Finos labios negros se tuercen para formar inconfundibles sonrisas.
—Un hombre —dice Clay—. Especie ancestral. Forma primitiva. El flujo del tiempo me trajo aquí. Los Deslizadores me escoltaron. No estoy adaptado ni especializado, nada me sirve excepto el cerebro, y poca ayuda es ésa cuando estás desnudo en un campo de hielo. ¿Me entendéis? ¿Podéis hablar?
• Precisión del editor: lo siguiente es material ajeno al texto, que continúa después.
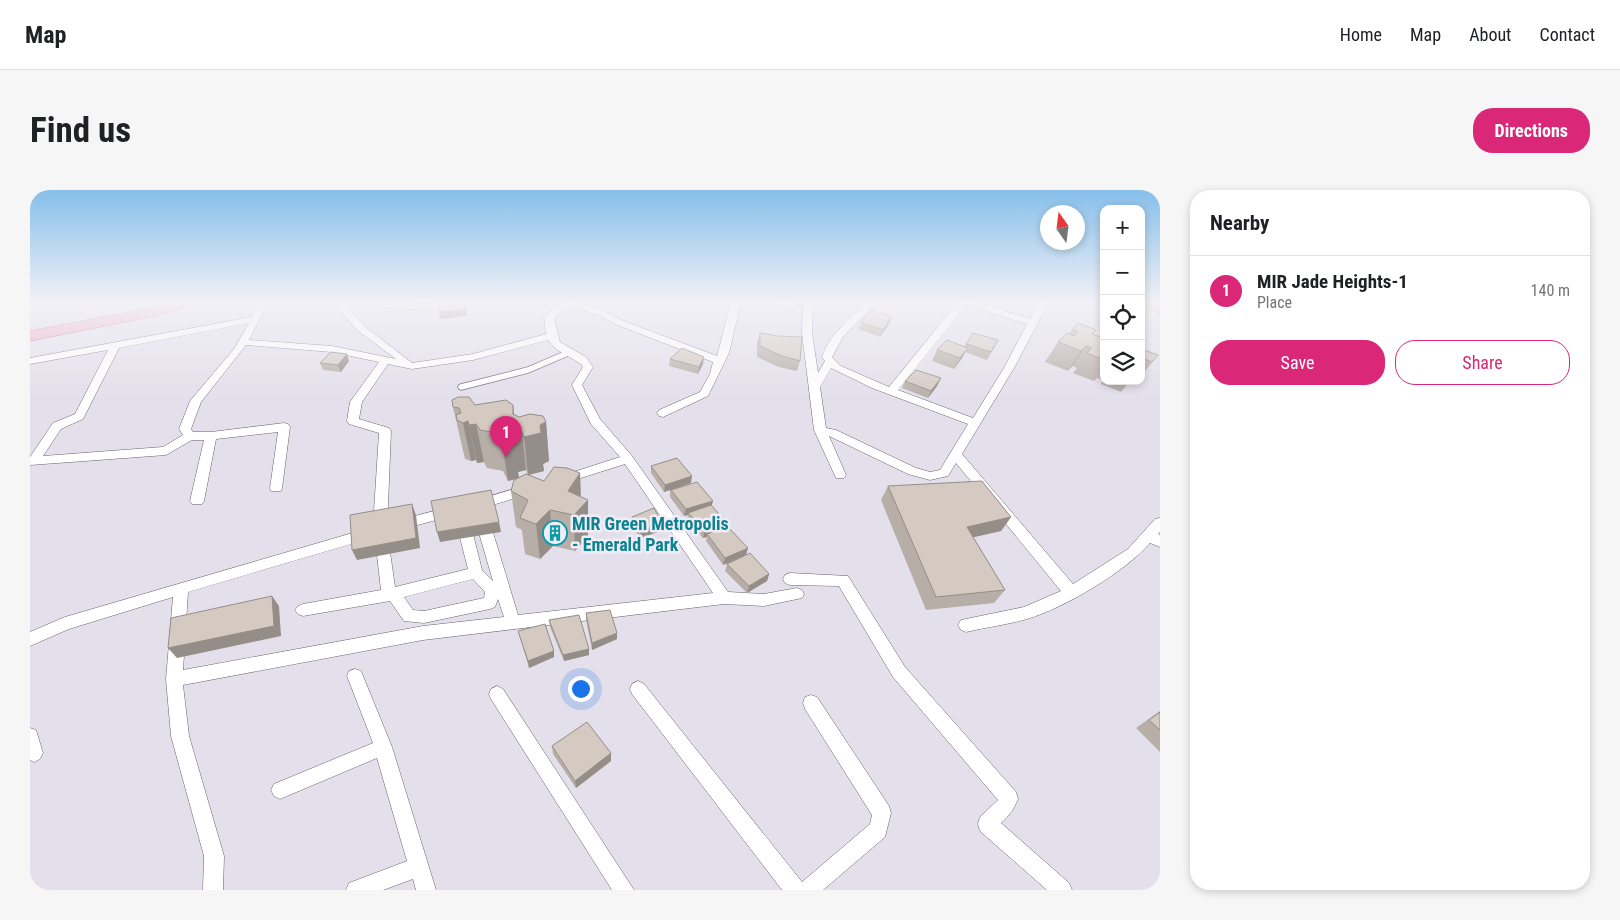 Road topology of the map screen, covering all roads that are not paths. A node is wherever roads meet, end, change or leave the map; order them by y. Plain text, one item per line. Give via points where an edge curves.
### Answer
1 (171, 335) edge
2 (246, 335) edge
3 (368, 335) edge
4 (651, 335) edge
5 (728, 335) edge
6 (807, 335) edge
7 (841, 335) edge
8 (937, 335) edge
9 (1026, 335) edge
10 (552, 336) joint
11 (242, 342) junction
12 (115, 345) junction
13 (570, 352) junction
14 (386, 360) junction
15 (719, 361) junction
16 (30, 362) edge
17 (830, 362) junction
18 (412, 366) junction
19 (428, 373) dead end
20 (461, 387) dead end
21 (813, 389) junction
22 (892, 391) junction
23 (664, 413) dead end
24 (976, 423) junction
25 (820, 430) junction
26 (190, 436) junction
27 (211, 436) junction
28 (956, 455) junction
29 (628, 459) junction
30 (32, 461) edge
31 (840, 475) dead end
32 (276, 488) dead end
33 (197, 501) dead end
34 (477, 504) junction
35 (1160, 523) edge
36 (380, 530) junction
37 (465, 530) edge
38 (1155, 538) edge
39 (476, 573) junction
40 (181, 588) junction
41 (1071, 593) junction
42 (393, 594) junction
43 (724, 598) junction
44 (304, 610) dead end
45 (514, 623) junction
46 (966, 625) dead end
47 (30, 639) edge
48 (355, 676) dead end
49 (174, 679) junction
50 (638, 689) dead end
51 (497, 694) dead end
52 (811, 703) dead end
53 (30, 736) edge
54 (383, 748) junction
55 (34, 753) dead end
56 (280, 790) dead end
57 (420, 866) junction
58 (213, 890) edge
59 (356, 890) edge
60 (426, 890) edge
61 (624, 890) edge
62 (795, 890) edge
63 (808, 890) edge
64 (1062, 890) edge

1 - 12 street
2 - 11 street
3 - 18 street
4 - 15 street
5 - 15 street
6 - 21 street
7 - 17 street via 829,350 827,357
8 - 22 street
9 - 24 street
10 - 13 street via 557,345
10 - 18 street via 473,357
11 - 14 street via 332,349
11 - 26 street via 196,401 185,429
12 - 16 street
12 - 30 street via 79,416 57,426
13 - 20 lane via 528,370
13 - 29 street via 586,361 588,367 577,385 595,421
14 - 18 street
14 - 36 street via 356,402 353,421 385,431
15 - 23 street via 716,374 704,394
17 - 21 street
17 - 22 street
18 - 19 street
21 - 25 street
22 - 24 street
24 - 28 street
25 - 28 street via 930,476 944,473
25 - 31 street
26 - 27 street
26 - 30 street via 166,451
27 - 32 street via 284,427
27 - 33 street
28 - 41 street
29 - 34 street
29 - 43 street
34 - 36 street
34 - 45 street
35 - 38 street
36 - 40 street
36 - 42 street via 388,590
37 - 39 street
38 - 41 street
39 - 42 street
39 - 42 street via 492,590 490,603 424,617 409,616
40 - 47 street via 65,624
40 - 49 street
41 - 46 street via 1026,613
42 - 44 street
43 - 45 street
43 - 64 street via 764,600 793,587 844,580 899,672 1009,799 987,824
45 - 49 street via 423,633
48 - 54 street
49 - 58 street via 180,736 214,856
50 - 62 street
51 - 61 street
52 - 63 street via 882,813 878,830
53 - 55 street
54 - 56 street
54 - 57 street
57 - 59 street
57 - 60 street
Los Destructores no dicen nada.
Clay se precipita hacia delante, sin finta alguna, simplemente tratando de romper el cerco y huir. Aún es posible que localice a Hanmer, que salga de este lugar. Durante un instante cree que los Destructores le dejarán pasar, pero cuando quiebra la circunferencia del grupo uno de ellos le coge por el brazo tranquilamente y lo devuelve al círculo. Van empujándole alrededor de éste. Clay es abrazado por uno, por otro, por otro…, un rápido abrazo de oso, sin rasgos de afecto, más un gesto de burla que de amor. Ahora Clay percibe claramente la fuerza física de aquellos seres: él es un montón de paja en sus manos. El olor que despiden infla su cráneo. Clay se marea. Cae. Deja de notar el frío. Le parece muy natural yacer desnudo en el hielo. La aurora se apaga. La noche triunfa. Los Destructores se echan a reír y ejecutan una torpe danza, y ladran a la ausente luna. La mañana podría no llegar nunca.